Rouge spit his name across her mouth. "Fang the Sniper, you slimy piece of …"
"WHOA!" he squeaked in his ratty voice. "Yeh gat some mouth dere, Red. Ahm jus' doin' mai civic dooty 'an helpin' out wit security 'ere."
The robots were dragging her off the ground and toward the copter, but Rouge pulled against her chains and toward the hunter who had finally caught her. "You weasel! They aught to drag you in and gut you up! Everyone knows your Robotnik's favorite!"
Hands in his pockets, Fang followed as they robots took her up the boarding ramp. "No wun cares about a small-timer like me anymoire, Red. Nat when tey gat teh Doc's favorite lady. By da way, get any emeralds?"
Rouge lunged one last time, snapping her teeth at his nose. The weasel was just out of reach, but she made him squawk anyway. She thought it a small compensation for the tazers he'd used.
Then the GUN-bots seized her and pulled her into the cargo bay with them. Three more soldiers piled in for security. The doors slammed shut.
The rotary blades accelerated, and the armed aircraft began its lift-off, escorted through the sky by a squad of Hoverpods. Nack the Weasel held his hat to his heart and waved a mocking farewell.
"Sayonara, Rouge teh Bat!
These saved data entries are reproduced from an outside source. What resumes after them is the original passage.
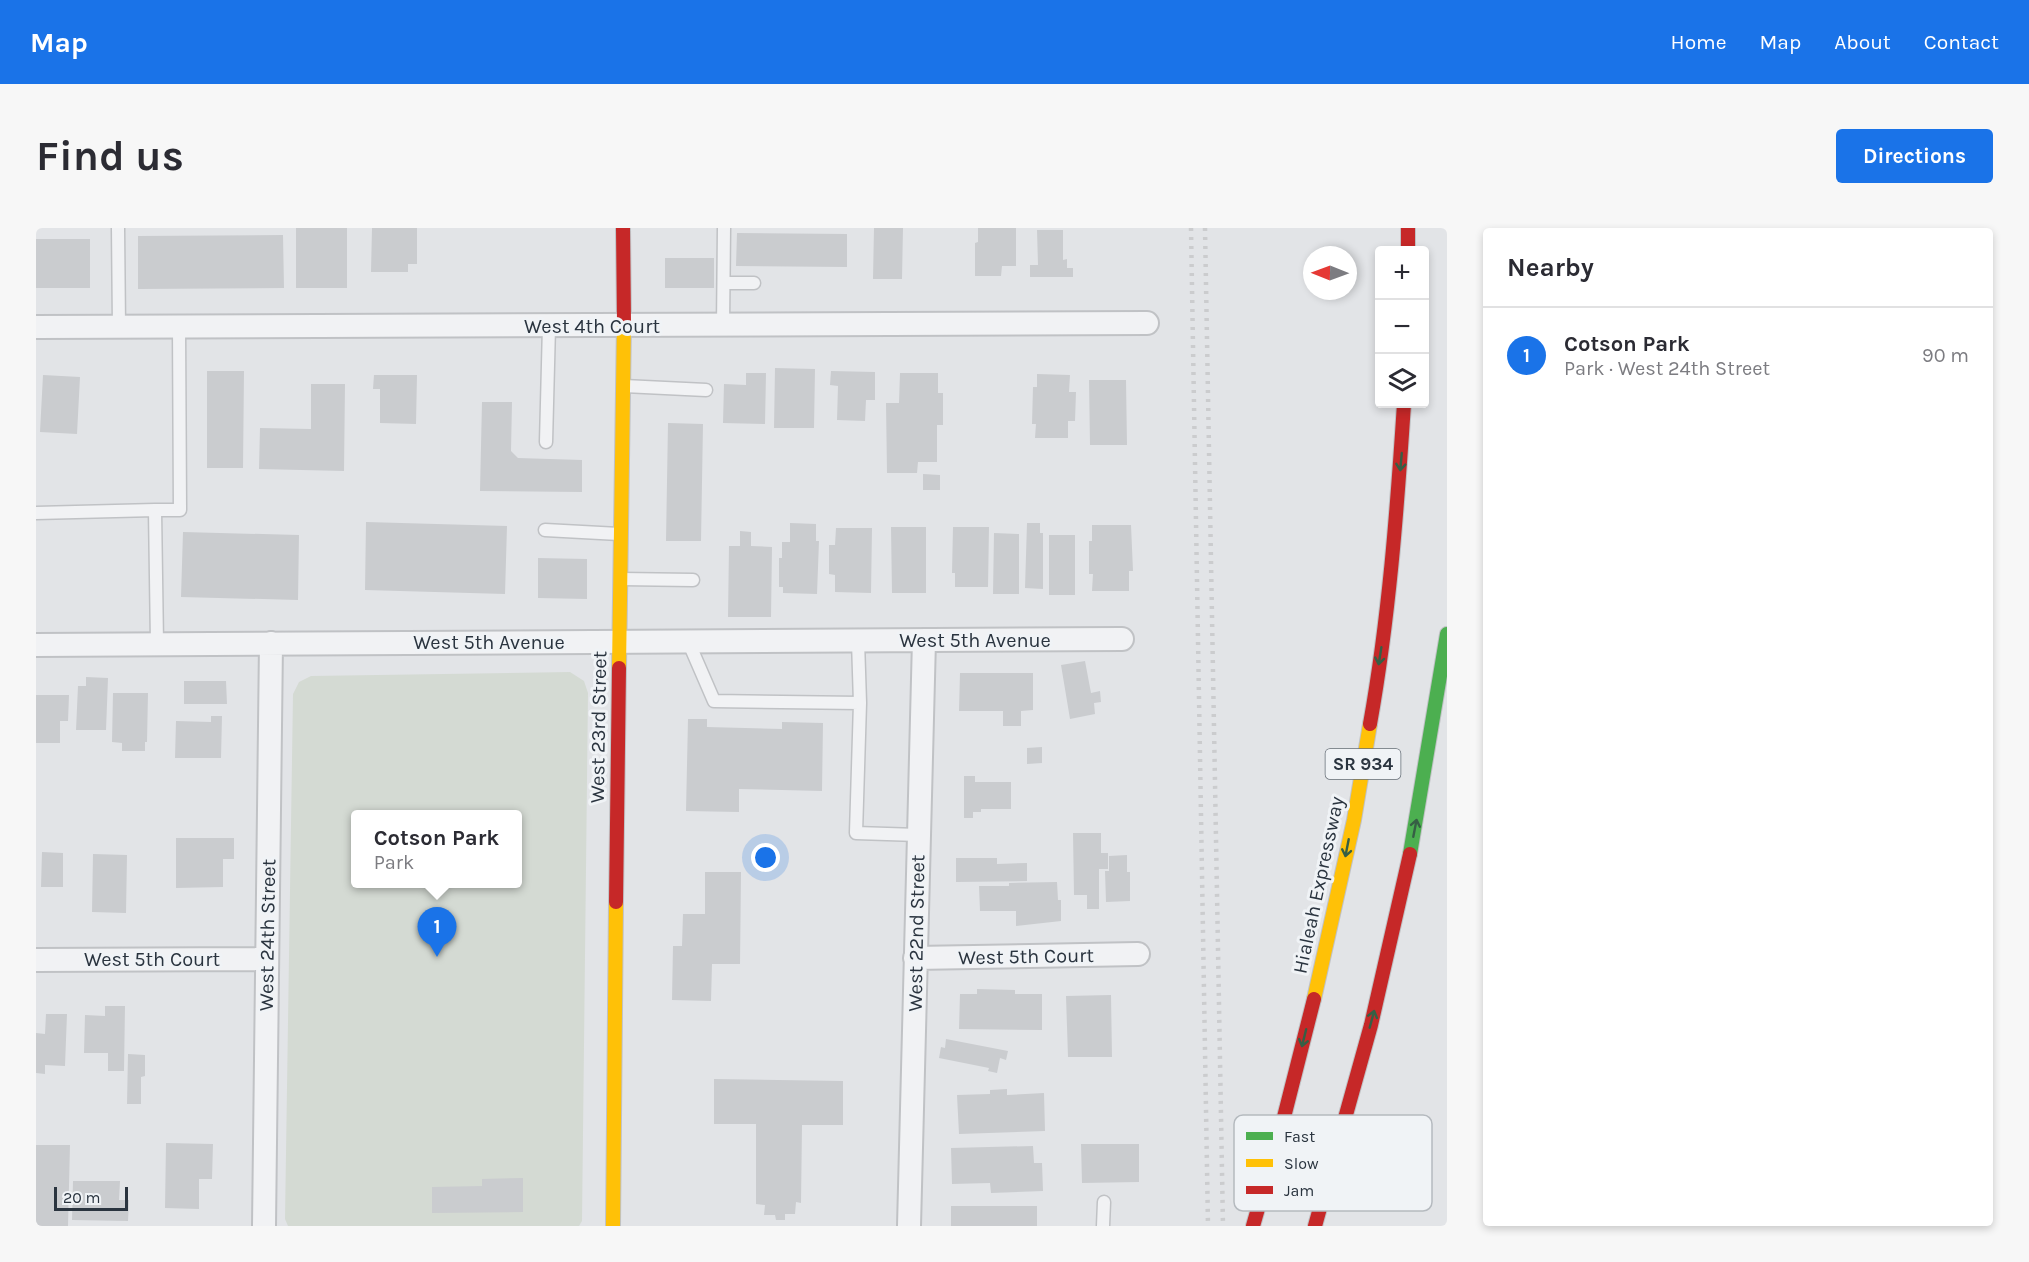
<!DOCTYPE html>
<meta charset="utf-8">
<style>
:root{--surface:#fff;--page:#f7f7f7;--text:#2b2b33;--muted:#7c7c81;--line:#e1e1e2;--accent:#1a73e8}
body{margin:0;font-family:Karla,sans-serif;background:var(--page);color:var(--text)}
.controls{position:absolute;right:18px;top:18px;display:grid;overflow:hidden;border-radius:6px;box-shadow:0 3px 9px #0003}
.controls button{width:54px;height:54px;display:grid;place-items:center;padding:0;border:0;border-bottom:2px solid var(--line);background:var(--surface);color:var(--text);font:30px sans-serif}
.compass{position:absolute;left:1267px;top:18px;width:54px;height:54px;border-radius:50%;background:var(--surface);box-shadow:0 3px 9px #0003;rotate:271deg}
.scale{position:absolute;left:18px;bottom:15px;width:74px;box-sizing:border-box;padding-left:6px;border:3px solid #2a343f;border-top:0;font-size:16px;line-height:21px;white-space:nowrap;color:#2a343f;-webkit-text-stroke:4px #f0f3f6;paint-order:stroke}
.you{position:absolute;left:730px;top:630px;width:21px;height:21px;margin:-15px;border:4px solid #fff;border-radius:50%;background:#1a73e8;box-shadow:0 0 0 9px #1a73e833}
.badge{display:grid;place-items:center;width:39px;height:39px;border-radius:50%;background:var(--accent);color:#fff;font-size:20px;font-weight:700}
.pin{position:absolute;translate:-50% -50px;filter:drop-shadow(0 2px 3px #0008)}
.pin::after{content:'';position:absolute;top:32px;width:21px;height:18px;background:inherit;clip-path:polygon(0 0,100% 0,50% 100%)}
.popup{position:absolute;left:315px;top:582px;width:171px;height:78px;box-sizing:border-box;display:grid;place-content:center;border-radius:6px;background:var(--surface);filter:drop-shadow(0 2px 4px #0005);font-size:20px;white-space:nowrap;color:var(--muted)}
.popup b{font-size:22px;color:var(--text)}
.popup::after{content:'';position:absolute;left:50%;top:100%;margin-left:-12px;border:12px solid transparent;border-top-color:var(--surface)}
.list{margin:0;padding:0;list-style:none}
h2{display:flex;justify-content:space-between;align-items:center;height:78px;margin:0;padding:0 24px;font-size:26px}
h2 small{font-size:20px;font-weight:400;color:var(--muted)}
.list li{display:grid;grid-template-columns:39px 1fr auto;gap:18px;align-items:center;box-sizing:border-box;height:96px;padding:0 24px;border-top:2px solid var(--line)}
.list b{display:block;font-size:22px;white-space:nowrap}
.list p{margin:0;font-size:20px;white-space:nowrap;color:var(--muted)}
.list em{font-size:20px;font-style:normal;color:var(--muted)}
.icon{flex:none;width:33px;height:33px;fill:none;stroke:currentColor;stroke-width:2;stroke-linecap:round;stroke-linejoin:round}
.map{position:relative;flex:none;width:1411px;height:998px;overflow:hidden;border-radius:6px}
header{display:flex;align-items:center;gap:36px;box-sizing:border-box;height:84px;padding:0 30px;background:var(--accent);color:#fff}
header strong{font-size:28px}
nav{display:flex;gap:33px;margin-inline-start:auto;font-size:21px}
.intro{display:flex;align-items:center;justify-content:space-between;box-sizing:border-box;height:144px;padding:0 36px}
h1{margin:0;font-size:42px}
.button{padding:15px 27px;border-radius:6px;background:var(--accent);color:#fff;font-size:21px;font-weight:700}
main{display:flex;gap:36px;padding:0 36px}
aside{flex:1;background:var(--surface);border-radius:6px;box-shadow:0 3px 9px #0003}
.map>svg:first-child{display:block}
.green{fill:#d4dad3;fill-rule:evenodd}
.building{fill:#cacccf}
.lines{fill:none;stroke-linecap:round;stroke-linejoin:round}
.lane-casing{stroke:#c0c2c5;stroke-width:15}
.street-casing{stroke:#c0c2c5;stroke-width:26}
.fast-casing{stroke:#c0c2c5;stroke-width:16}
.slow-casing{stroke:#c0c2c5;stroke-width:16}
.jam-casing{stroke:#c0c2c5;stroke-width:16}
.lane{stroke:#f1f2f4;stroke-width:12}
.street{stroke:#f1f2f4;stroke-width:22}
.fast{stroke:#4caf50;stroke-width:14}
.slow{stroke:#ffc107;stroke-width:14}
.jam{stroke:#c62828;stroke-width:14}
.rail{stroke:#cbccce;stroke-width:4.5;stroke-dasharray:3 6;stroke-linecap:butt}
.oneway{stroke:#365f45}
.labels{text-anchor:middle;stroke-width:6;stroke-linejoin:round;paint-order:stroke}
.shield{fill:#f0f3f6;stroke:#656d76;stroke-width:1.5}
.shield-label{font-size:18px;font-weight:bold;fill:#2a343f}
.street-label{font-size:20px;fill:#2a343f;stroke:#f0f3f6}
.key{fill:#f0f3f6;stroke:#b5babf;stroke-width:1.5}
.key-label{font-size:16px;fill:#2a343f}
</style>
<header>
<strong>Map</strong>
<nav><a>Home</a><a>Map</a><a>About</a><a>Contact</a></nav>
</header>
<div class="intro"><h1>Find us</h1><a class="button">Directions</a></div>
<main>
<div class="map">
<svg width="1411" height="998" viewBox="0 0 1411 998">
<rect width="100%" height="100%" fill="#e2e4e7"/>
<!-- green -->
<path class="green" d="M534,444L548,453L552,465L546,993L543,998H252L249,991L257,466L263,454L275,448ZM320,586H482V656H320Z"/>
<!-- building -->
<path class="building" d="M260,0H311V60H260Z
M336,0H381V36H372V44H335Z
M838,0H867L866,51H837Z
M942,0H980V38H966L965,48H939V15L942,14Z
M1001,2H1027V32L1031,31V40H1037V49H994V37H1002Z
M701,5L811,6V39L700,38Z
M247,7L248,60L102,61V8Z
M0,11H54V60H0Z
M629,30H678V60H629Z
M739,140L779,141L778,200H738Z
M171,143H208L207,240H171Z
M795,143L839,144V172H830L829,193L801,192L802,158L794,157Z
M710,145H730L729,196L687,195L688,156L710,157Z
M864,145H902V165H907V197H901V234H882L881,245H851L850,175H863Z
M1001,146L1034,147L1033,164H1040L1039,193H1032V210H999L1000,196H996L997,159H1001Z
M7,147L44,149L41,206L4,204Z
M338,147H381L380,196L344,195V161H337Z
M1053,152H1090L1091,217H1054Z
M275,156H309L308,243L223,241L224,200L275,201Z
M446,174H476L475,223L482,230L546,232V264L444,263Z
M632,195L667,196L665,313H630Z
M887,246L904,247V262H887Z
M330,294L471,298L469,366L329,362Z
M754,295L780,296V313H783L781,366L747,365V359H743V330H746V314H754Z
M991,295H1004V305H1007V361L989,360Z
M1056,297H1095L1097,343H1093V363H1056L1057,346H1053V313H1056Z
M855,299H890V365H856Z
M917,299H953L952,359H919V345H916Z
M800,300H836L835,365L799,364V347L793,346V317H799Z
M704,303L715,304V318L736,319L735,389H692L693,318H704Z
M147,304L263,307L262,372L145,369Z
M958,305L983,306V366H957Z
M1013,307H1039V367H1013Z
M502,330L551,331V371L502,370Z
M1049,433L1055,465L1064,463L1065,474L1058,475L1059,486L1034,491L1025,437Z
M924,445H997V482L985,483V498H967V483H923Z
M50,449L72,450L70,502H40L42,458H50Z
M148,453H190L191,476H148Z
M77,465H112L111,514H109V523H86V515L76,514Z
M0,467H33L32,493H24V515H0Z
M175,488H186L185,530H139L140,493L175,494Z
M652,491H671V499L746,501V494L787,495L786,563L703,561V584L650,583Z
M1006,519V535L991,536V520Z
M928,548H939V554H975V581H945V584H937V590H928Z
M1037,605H1065V625H1072V641H1063V681H1051V667H1038Z
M140,610H198V631H187V659L140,660Z
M6,624L27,625V659H5Z
M57,626L91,627L90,685L56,684Z
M1091,627V644H1094V673L1070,674L1069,643H1073V628Z
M920,630H961V636L991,635V653L920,654Z
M669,644H705L704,736H676L675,773L636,772L637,718H646L647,686H669Z
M1021,654L1022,672H1025V693L980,698V683H944L943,658H973V655Z
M941,761L979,762V766H1006V802L923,801L924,766H941Z
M1075,767L1076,829H1032L1030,768Z
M69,778H89L88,843H72V825H48L49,787L69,788Z
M10,786H31L29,838L9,837V846L0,845V805L9,806Z
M910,811L972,823L970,832L964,830L961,845L952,843L953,840L903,830L905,819L909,820Z
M92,826L109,827V848L105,849V876H91Z
M678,851L807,853V897H766L765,975L760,974L759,986H749V992H740L739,987H728L729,977L720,976V896H678Z
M971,861V867L1008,865L1009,903L923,906L921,867L954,866V862Z
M130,915L177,916L176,951H163V981L129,980Z
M1045,916H1103V954L1046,955Z
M0,917H34L32,998H0Z
M997,918L998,935H1006L1007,963L955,965L954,955L916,956L915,920Z
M487,950V984L396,985V959L446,958V951Z
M37,953H84L83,972H93L92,993L36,992Z
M915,978H1001V998H915Z"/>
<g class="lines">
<!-- lane casing -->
<g class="lane-casing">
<path id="lane" d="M82,0L83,99
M688,55H718
M687,98L688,0
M588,158L670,162
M510,214L513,98
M119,282H144L143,99
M0,285L119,282L121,416
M509,302L583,306
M585,351L657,352
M652,413L678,473L824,475L822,413
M824,475L820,605L882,607
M1067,998L1068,974"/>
</g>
<!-- street casing -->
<g class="street-casing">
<path id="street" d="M0,99L1111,95
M0,417L1086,411
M879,730L1102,726
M0,732L231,731
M228,998L235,415
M873,998L888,412"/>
</g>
<!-- fast casing -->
<g class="fast-casing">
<path id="fast" d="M1374,626L1411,406"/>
</g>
<!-- slow casing -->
<g class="slow-casing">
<path id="slow" d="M583,440L588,94
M1278,771L1318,592L1334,496
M577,998L580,674"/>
</g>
<!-- jam casing -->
<g class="jam-casing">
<path id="jam" d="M587,0L588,94
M1372,0V22
M1334,496C1353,390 1361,283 1368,176
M580,674L583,440
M1217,998L1246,897L1278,771
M1279,998L1335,797L1374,626"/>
</g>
<!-- lane -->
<use href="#lane" class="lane"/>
<!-- street -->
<use href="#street" class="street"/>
<!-- fast -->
<use href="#fast" class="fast"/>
<!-- slow -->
<use href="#slow" class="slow"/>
<!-- jam -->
<use href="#jam" class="jam"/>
<!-- rail -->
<path class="rail" d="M1155,0L1172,998
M1169,0L1187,998"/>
</g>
<!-- one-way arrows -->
<defs><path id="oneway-shaft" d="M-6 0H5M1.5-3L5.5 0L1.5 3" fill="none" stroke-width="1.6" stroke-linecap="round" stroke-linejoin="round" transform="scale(1.5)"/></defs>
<g class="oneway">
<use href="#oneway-shaft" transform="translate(1365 234) rotate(95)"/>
<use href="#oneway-shaft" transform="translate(1344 428) rotate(99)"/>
<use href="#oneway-shaft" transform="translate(1379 600) rotate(-79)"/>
<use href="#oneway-shaft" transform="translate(1311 620) rotate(101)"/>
<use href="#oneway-shaft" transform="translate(1336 791) rotate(-75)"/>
<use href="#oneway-shaft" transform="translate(1268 810) rotate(104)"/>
</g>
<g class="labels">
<!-- shield labels -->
<rect class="shield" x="1289.5" y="521" width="75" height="30" rx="4.5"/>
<g class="shield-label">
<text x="1327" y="542">SR 934</text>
</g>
<!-- street labels -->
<g class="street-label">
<text x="556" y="105">West 4th Court</text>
<text x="939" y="419">West 5th Avenue</text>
<text x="453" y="421">West 5th Avenue</text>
<text transform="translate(562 499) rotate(-89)" y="7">West 23rd Street</text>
<text transform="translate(1282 657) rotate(-78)" y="7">Hialeah Expressway</text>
<text transform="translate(880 705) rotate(-89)" y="7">West 22nd Street</text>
<text transform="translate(231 707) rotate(-89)" y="7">West 24th Street</text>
<text transform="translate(990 728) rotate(-1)" y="7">West 5th Court</text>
<text x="116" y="738">West 5th Court</text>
</g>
</g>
<!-- legend -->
<rect x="1198" y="887" width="198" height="96" rx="9" class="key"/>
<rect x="1210" y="904" width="27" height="8" fill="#4caf50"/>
<rect x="1210" y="931" width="27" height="8" fill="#ffc107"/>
<rect x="1210" y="958" width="27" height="8" fill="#c62828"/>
<g class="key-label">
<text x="1248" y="914">Fast</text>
<text x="1248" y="941">Slow</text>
<text x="1248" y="968">Jam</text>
</g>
</svg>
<div class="controls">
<button>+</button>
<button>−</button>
<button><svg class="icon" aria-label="layers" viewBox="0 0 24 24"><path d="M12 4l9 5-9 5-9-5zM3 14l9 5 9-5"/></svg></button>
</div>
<svg class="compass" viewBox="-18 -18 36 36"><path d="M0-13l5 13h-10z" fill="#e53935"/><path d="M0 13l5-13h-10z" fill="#7c7c81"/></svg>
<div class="scale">20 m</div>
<div class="you"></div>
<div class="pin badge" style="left:401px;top:729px">1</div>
<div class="popup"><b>Cotson Park</b>Park</div>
</div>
<aside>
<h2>Nearby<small></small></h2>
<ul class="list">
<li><span class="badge">1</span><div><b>Cotson Park</b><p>Park · West 24th Street</p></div><em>90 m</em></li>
</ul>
</aside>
</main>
I'll check if anywun misses ya, Red!"
When the air currents had died down, a stern faced military commander approached the seedy looking bounty hunter. "Mai rekards clean?" the weasel inquired gruffly.
The Commander handed over the last copy of the hunter's criminal offenses. "As per your negotiations, Sniper. You've saved this organization a good deal of money on that bounty."
Nack nodded with half-attention as he flipped through his record, taking a semi-disturbing trip down memory lane. "An teh license?"
A small identification card exchanged hands. "Welcome to the Hunter's Guild of the United Provinces," the Commander commended. "I think you'll find tracking state-posted bounties to be a profitable venture."
"Until da Doc takes over you guys," the weasel added slyly.
The Commander bowed over the half-sized anthropomorph. "Be careful what you say, bounty hunter. You have just as much potential to share her fate."
Nack stared right up at the commander with his grinning overbite. He held the folder up for the military man's inspection, and tore it in half, in quarters, and in eighths before his face.
"Nat anymore," he sneered, releasing the ribbons to the wind. "Ahm a new weasel."